We will not get any output as we have not trained the model for enough iterations. The model needs to be trained for a longer duration to generate meaningful text. If you want to train the model for a longer duration, you can set the `max_iters` variable to a higher value.

If you inspect the output carefully the output mostly consists of space 😅.

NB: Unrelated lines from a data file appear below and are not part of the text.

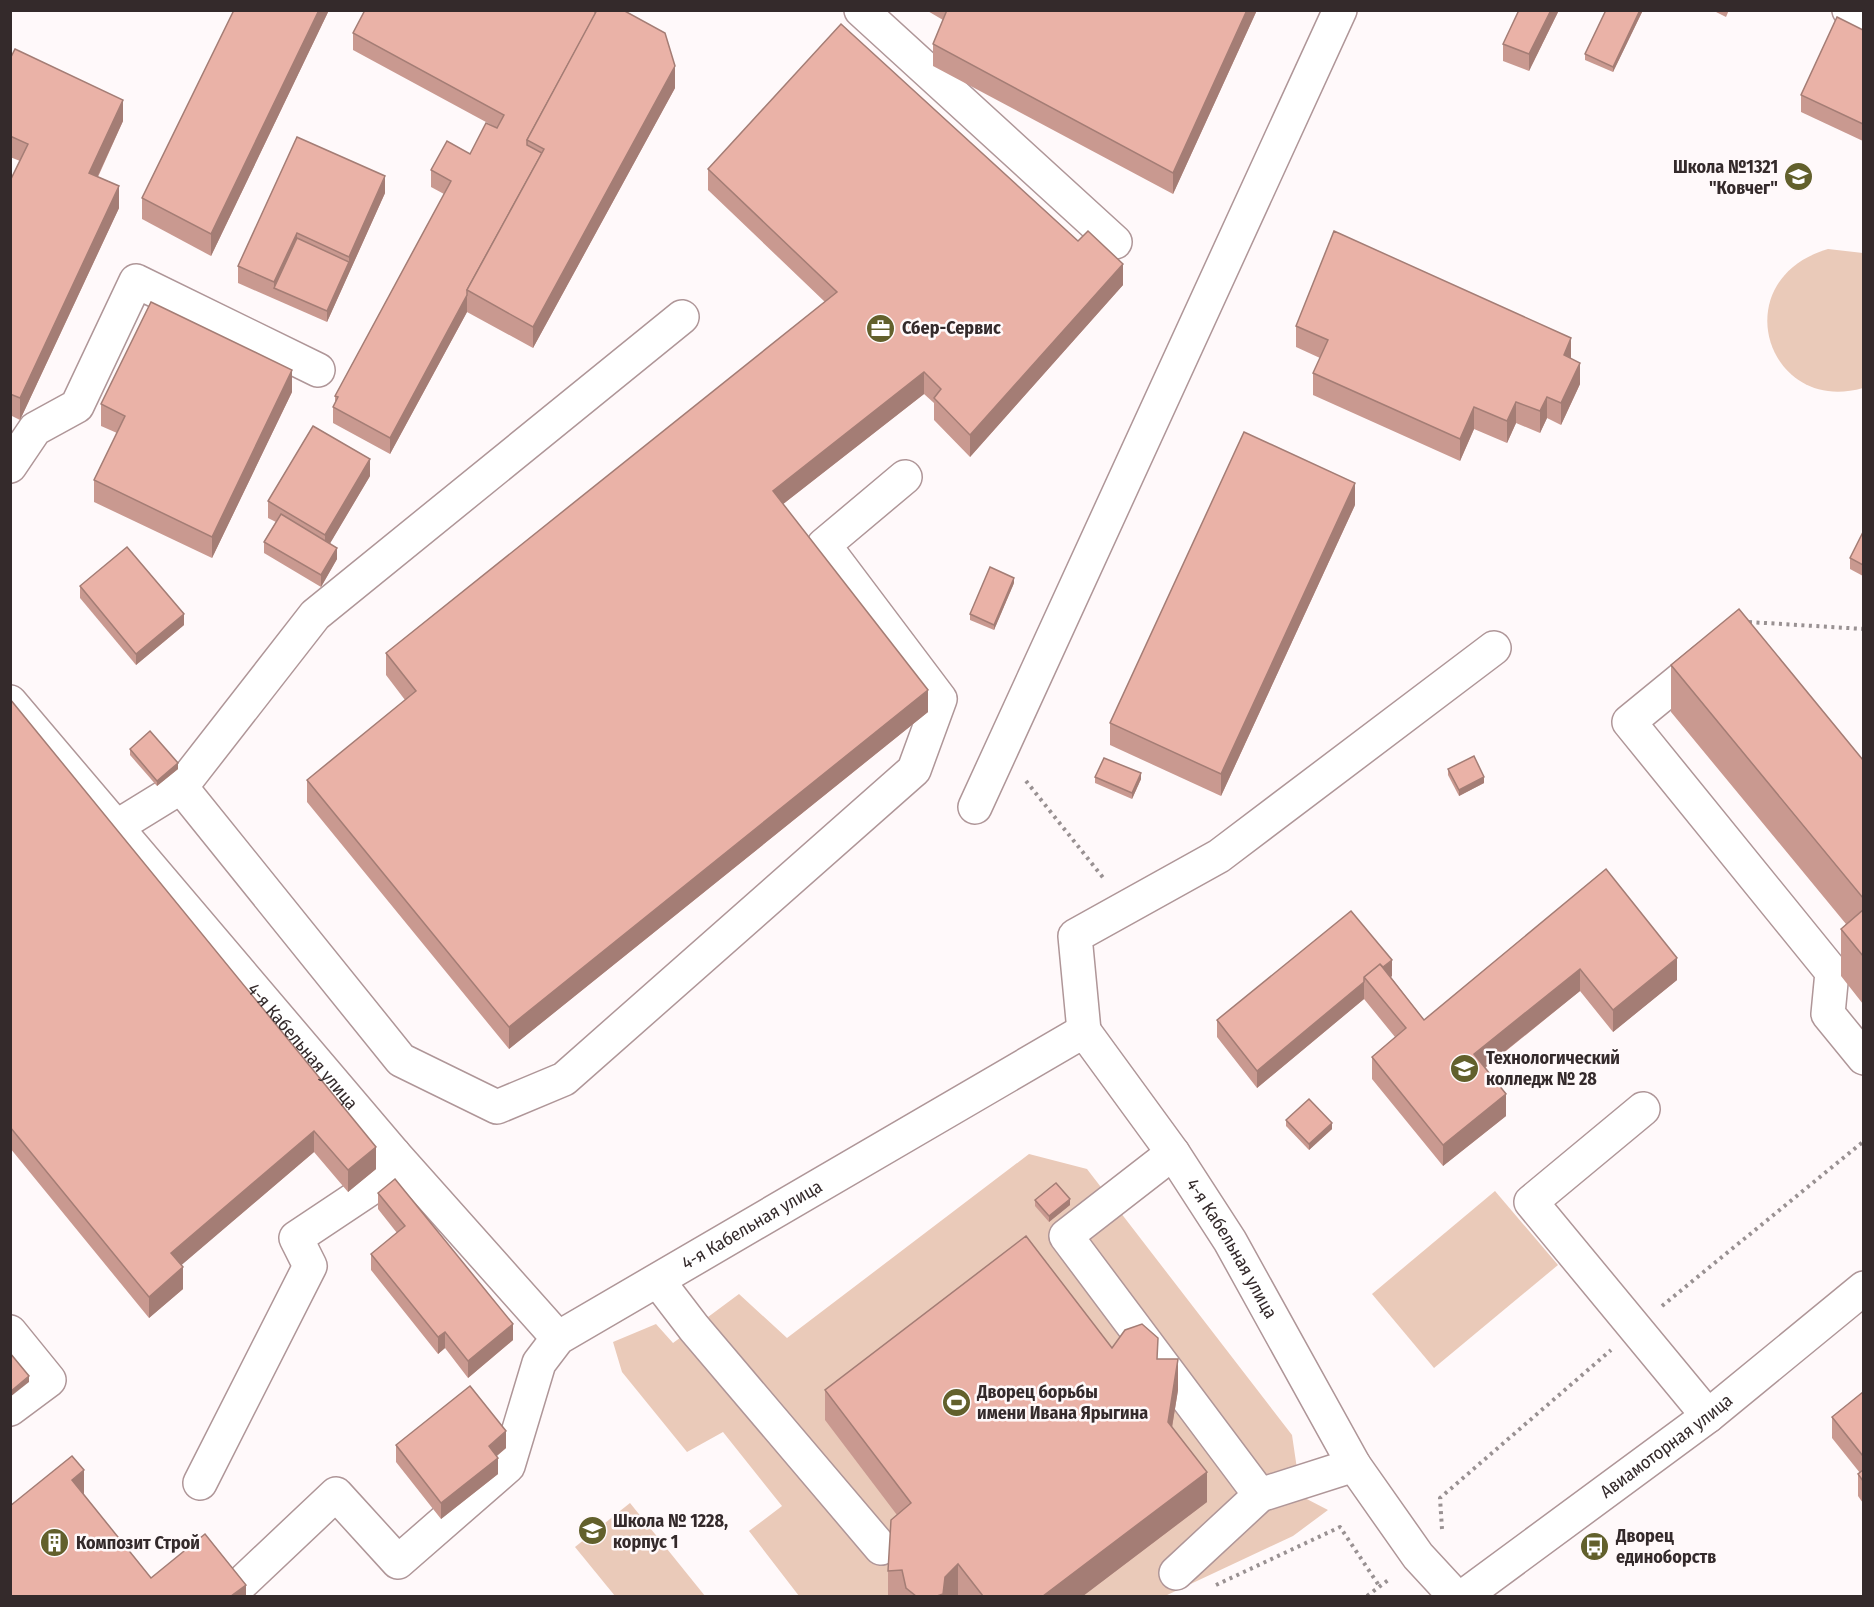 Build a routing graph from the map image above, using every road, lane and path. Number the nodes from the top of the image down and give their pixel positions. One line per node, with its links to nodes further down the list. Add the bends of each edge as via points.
1 (861, 10): 5 (street)
2 (1340, 10): 14 (street)
3 (1848, 10): 4 (street)
4 (1863, 17)
5 (1115, 242)
6 (682, 317): 15 (street, via 315,615)
7 (318, 370): 8 (street, via 136,281 77,406 35,429)
8 (10, 466)
9 (905, 477): 15 (street, via 824,545 939,699 914,770 564,1079 497,1107 401,1060)
10 (1749, 622): 11 (path); 20 (street, via 1629,722 1832,972 1828,1014)
11 (1863, 629)
12 (1494, 648): 18 (street, via 1219,856)
13 (10, 702): 17 (street, 4-я Кабельная улица)
14 (1001, 749): 16 (street); 18 (path)
15 (181, 787): 17 (street)
16 (975, 807)
17 (116, 827): 23 (street, 4-я Кабельная улица)
18 (1127, 908): 19 (street, via 1075,936)
19 (1084, 1031): 22 (street, 4-я Кабельная улица); 24 (street, 4-я Кабельная улица)
20 (1863, 1058)
21 (1643, 1109): 29 (street, via 1531,1202)
22 (1173, 1153): 30 (street, 4-я Кабельная улица, via 1230,1241); 32 (street, via 1066,1236)
23 (393, 1154): 27 (street, 4-я Кабельная улица); 31 (street, via 389,1176 296,1238 310,1266)
24 (657, 1281): 27 (street, 4-я Кабельная улица); 33 (street)
25 (1863, 1288): 29 (street, Авиамоторная улица)
26 (10, 1332): 28 (street, via 49,1380)
27 (558, 1338): 38 (street, via 539,1363 508,1466 398,1562 336,1494)
28 (10, 1409)
29 (1708, 1416): 41 (street, Авиамоторная улица)
30 (1354, 1465): 32 (street); 40 (street, 4-я Кабельная улица, via 1418,1556)
31 (200, 1483)
32 (1260, 1495): 34 (street)
33 (881, 1548)
34 (1176, 1573)
35 (1397, 1574): 37 (path)
36 (1213, 1587): 37 (path, via 1340,1527)
37 (1380, 1587): 39 (path)
38 (228, 1596)
39 (1367, 1596)
40 (1455, 1596)
41 (1464, 1596) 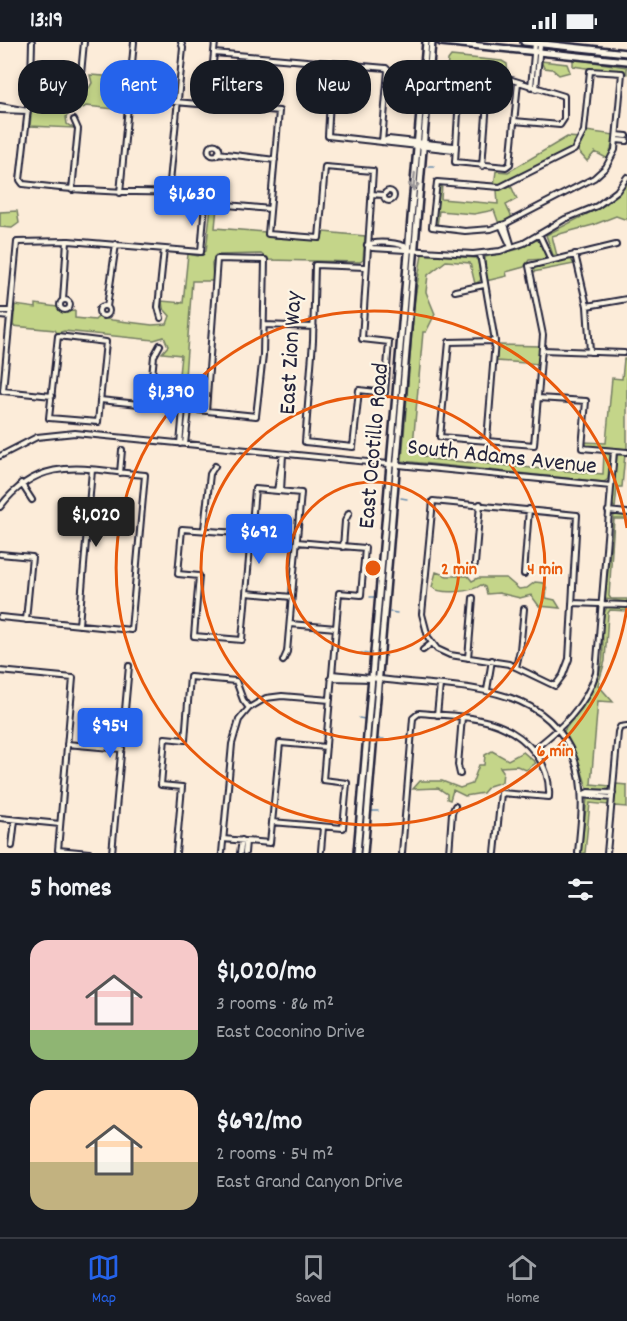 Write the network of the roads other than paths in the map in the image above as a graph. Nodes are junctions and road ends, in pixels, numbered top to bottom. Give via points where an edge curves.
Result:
1 (32, 42) edge
2 (84, 42) edge
3 (134, 42) edge
4 (181, 42) edge
5 (214, 42) edge
6 (426, 42) edge
7 (432, 42) edge
8 (441, 42) edge
9 (524, 42) edge
10 (537, 43) edge
11 (537, 52) junction
12 (627, 52) edge
13 (213, 53) junction
14 (31, 60) edge
15 (82, 60) edge
16 (132, 60) edge
17 (212, 60) edge
18 (296, 61) edge
19 (627, 61) edge
20 (371, 68) edge
21 (513, 81) edge
22 (518, 82) junction
23 (533, 88) junction
24 (178, 102) joint
25 (190, 103) edge
26 (0, 108) edge
27 (18, 110) edge
28 (28, 114) edge
29 (127, 114) edge
30 (177, 114) edge
31 (279, 114) edge
32 (329, 114) edge
33 (457, 114) edge
34 (486, 114) edge
35 (74, 120) dead end
36 (514, 121) junction
37 (627, 136) edge
38 (617, 138) junction
39 (627, 141) edge
40 (382, 142) junction
41 (421, 145) junction
42 (454, 148) junction
43 (218, 153) dead end
44 (274, 160) junction
45 (482, 165) junction
46 (627, 177) edge
47 (72, 190) junction
48 (120, 193) junction
49 (371, 194) junction
50 (384, 195) dead end
51 (270, 209) junction
52 (503, 224) junction
53 (539, 234) junction
54 (67, 241) junction
55 (116, 244) junction
56 (367, 245) junction
57 (616, 245) dead end
58 (409, 248) junction
59 (512, 248) junction
60 (164, 249) junction
61 (416, 249) junction
62 (480, 254) junction
63 (575, 254) junction
64 (551, 260) junction
65 (365, 267) junction
66 (484, 285) junction
67 (455, 291) dead end
68 (627, 299) edge
69 (63, 300) dead end
70 (587, 306) junction
71 (107, 307) dead end
72 (0, 311) edge
73 (10, 314) junction
74 (0, 316) edge
75 (161, 318) dead end
76 (265, 325) junction
77 (314, 327) junction
78 (495, 341) junction
79 (160, 345) dead end
80 (542, 350) junction
81 (590, 352) junction
82 (624, 353) dead end
83 (52, 396) junction
84 (538, 398) junction
85 (100, 400) junction
86 (149, 406) junction
87 (186, 410) junction
88 (206, 411) junction
89 (487, 440) junction
90 (180, 444) junction
91 (185, 444) junction
92 (122, 450) dead end
93 (614, 451) junction
94 (627, 452) edge
95 (283, 454) junction
96 (0, 456) edge
97 (395, 465) junction
98 (215, 466) dead end
99 (92, 470) junction
100 (120, 473) junction
101 (21, 483) junction
102 (611, 486) junction
103 (279, 491) junction
104 (32, 500) dead end
105 (480, 504) junction
106 (0, 507) edge
107 (529, 509) junction
108 (608, 511) junction
109 (349, 513) dead end
110 (627, 513) edge
111 (204, 529) junction
112 (251, 534) junction
113 (297, 542) junction
114 (343, 546) junction
115 (0, 554) edge
116 (475, 564) dead end
117 (525, 574) dead end
118 (246, 593) junction
119 (292, 597) junction
120 (473, 598) dead end
121 (572, 603) junction
122 (601, 604) junction
123 (627, 605) edge
124 (524, 609) dead end
125 (0, 617) edge
126 (26, 620) junction
127 (290, 624) junction
128 (79, 625) junction
129 (336, 628) junction
130 (432, 643) junction
131 (423, 650) dead end
132 (468, 658) junction
133 (492, 660) junction
134 (283, 661) dead end
135 (129, 666) dead end
136 (516, 667) junction
137 (0, 671) edge
138 (332, 676) junction
139 (376, 679) junction
140 (440, 685) junction
141 (487, 690) junction
142 (330, 700) junction
143 (249, 708) junction
144 (437, 715) junction
145 (462, 717) junction
146 (627, 726) edge
147 (557, 731) junction
148 (67, 744) junction
149 (326, 747) junction
150 (122, 749) junction
151 (533, 750) junction
152 (460, 774) dead end
153 (582, 795) junction
154 (612, 796) junction
155 (455, 806) dead end
156 (0, 818) edge
157 (15, 819) junction
158 (272, 822) junction
159 (60, 824) junction
160 (322, 827) junction
161 (224, 839) junction
162 (244, 841) junction
163 (12, 846) dead end
164 (321, 851) dead end
165 (89, 853) edge
166 (112, 853) edge
167 (176, 853) edge
168 (222, 853) edge
169 (240, 853) edge
170 (245, 853) edge
171 (357, 853) edge
172 (364, 853) edge
173 (402, 853) edge
174 (449, 853) edge
175 (495, 853) edge
176 (578, 853) edge
177 (607, 853) edge

1 - 14 street
2 - 15 street
3 - 16 street
4 - 24 street
5 - 13 street
6 - 41 main road, East Ocotillo Road
7 - 41 main road, East Ocotillo Road
8 - 11 main road
9 - 10 main road
10 - 11 street
10 - 12 main road
11 - 19 main road
11 - 23 street
13 - 17 street
13 - 18 street
20 - 40 street via 388,70
21 - 22 street
22 - 23 street
22 - 36 street
23 - 36 street via 564,96 562,123
24 - 25 street
26 - 27 street
28 - 47 street via 20,180 23,184
29 - 48 street
30 - 48 street via 169,192
31 - 44 street
32 - 40 street via 328,136
33 - 42 street
34 - 45 street
35 - 47 street via 78,129
36 - 45 street via 510,164 506,168
37 - 38 street
38 - 39 street
38 - 52 street via 611,158 594,178
38 - 52 street via 622,73 590,71 584,131 574,150 500,188 437,182 432,227 479,230
40 - 41 street via 388,139
41 - 42 street
41 -> 58 main road, East Ocotillo Road
41 - 61 main road, East Ocotillo Road
42 - 45 street via 457,163
43 - 44 street
44 - 51 street
46 - 53 street via 603,202
47 - 48 street
49 - 50 street
49 - 51 street via 373,171 325,167 319,238 268,234
49 - 56 street
51 - 60 street via 205,203 201,252
52 - 59 street
53 - 59 street
53 - 64 street
54 - 55 street
54 - 69 street
54 - 73 street via 17,242
55 - 60 street
55 - 71 street
56 - 58 street via 393,250
56 - 65 street
57 - 63 street
58 - 61 street
58 - 97 main road, East Ocotillo Road
59 - 62 street
60 - 75 street via 158,307
61 - 62 street
61 - 97 main road, East Ocotillo Road
62 - 66 street
63 - 64 street
63 - 70 street
64 - 80 street via 529,266 541,316
65 - 77 street, East Zion Way via 315,265
65 - 77 street, East Zion Way via 362,339 389,342 385,393 359,390 353,447 305,442
66 - 67 street
66 - 78 street
68 - 70 street
70 - 81 street
72 - 73 street
73 - 74 street
73 - 83 street via 3,391
76 - 77 street
76 - 88 street via 256,416
76 - 88 street via 265,260 217,259
78 - 89 street
78 - 89 street via 449,342 440,437
79 - 86 street via 154,356
80 - 81 street
80 - 84 street
81 - 82 street
83 - 85 street via 50,418 98,422
83 - 85 street via 58,336 106,342
84 - 89 street via 534,445
84 - 93 street via 586,402 582,448
85 - 86 street
86 - 87 street
87 - 88 street
87 - 90 street
87 - 91 street
90 - 91 street, South Adams Avenue
90 - 96 street, South Adams Avenue via 60,433 28,440
91 - 95 street, South Adams Avenue
92 - 100 street
93 - 94 street
93 - 102 street
95 - 97 street, South Adams Avenue
95 - 103 street
97 - 102 street, South Adams Avenue
97 - 139 main road, East Ocotillo Road
98 - 111 street via 210,474
99 - 100 street
99 - 101 street via 58,468
99 - 128 street
100 - 128 street via 145,475 131,630
101 - 104 street
101 - 106 street
102 - 108 street
103 - 112 street via 255,489
103 - 113 street via 301,493
105 - 107 street
105 - 116 street
105 - 130 street via 433,501 422,614 424,630
107 - 117 street
107 - 121 street via 577,514
108 - 110 street
108 - 122 street
109 - 114 street
111 - 112 street
111 - 118 street via 182,529 178,574 199,576 194,636 242,640
112 - 118 street
113 - 114 street
113 - 119 street
114 - 129 street via 365,548 361,595 339,593
115 - 126 street via 32,557
118 - 119 street
119 - 127 street
120 - 132 street
121 - 122 street
121 - 136 street via 569,659 555,686
122 - 123 street
122 - 147 street via 599,656 593,681 576,712
124 - 136 street
125 - 126 street
126 - 128 street
127 - 129 street
127 - 134 street
129 - 138 street
130 - 131 street
130 - 132 street via 450,656
132 - 133 street
133 - 136 street
133 - 141 street
135 - 150 street
137 - 148 street via 73,678
138 - 139 street
138 - 142 street
139 - 140 street
139 - 171 main road, East Ocotillo Road
139 - 172 main road, East Ocotillo Road
140 - 141 street
140 - 144 street
141 - 147 street via 526,704
142 - 143 street via 282,696 266,698
142 - 149 street
143 - 161 street via 235,728
143 - 167 street via 236,681 190,676 185,740 165,738 161,785 182,787
144 - 145 street
144 - 173 street via 415,714
145 - 151 street via 502,725
145 - 152 street
146 - 154 street via 620,727
147 - 151 street
147 - 153 street via 573,757
148 - 150 street
148 - 159 street
149 - 158 street via 280,743
149 - 160 street via 323,780 347,783 344,828
150 - 166 street
151 - 175 street via 549,779 549,797 501,794
153 - 154 street via 588,792
153 - 176 street
154 - 177 street
155 - 174 street
156 - 157 street
157 - 159 street
157 - 163 street
158 - 160 street
158 - 162 street via 270,843
159 - 165 street via 58,850
160 - 164 street
161 - 162 street
161 - 168 street
162 - 169 street
162 - 170 street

# Loading my own trained model
I had trained the model for 200000 iterations and saved the model. I will load the model and generate text using the model. It is not perfect but it still captures the essence of the text and some patterns in the text.

In [None]:
model = minGrok(config, tokennizer)
model.load_state_dict(torch.load('/kaggle/input/minigrok/pytorch/max_iter200000/1/miniGrok200000', map_location=torch.device('cpu')))

In [None]:
input_str = "JULIET:\nO Romeo, Romeo! wherefore art thou " # the classic line
max_useable_output_len = config.max_position_embeddings - len(input_str)
output = model.generate(input_str, output_len = max_useable_output_len)
print(output)

# Conclusion
We successfully implemented the minGrok model using PyTorch. We trained the model on a small dataset and generated text using the trained model. The model generated text that captures the essence of the text and some patterns in the text. The model can be further trained on a larger dataset to generate more meaningful text.

The text generated is not good but it still captures some patterns in the text. The model needs to be trained for a longer duration on a larger dataset to generate meaningful text. But I think this much traning was enough to show the implementation of the model.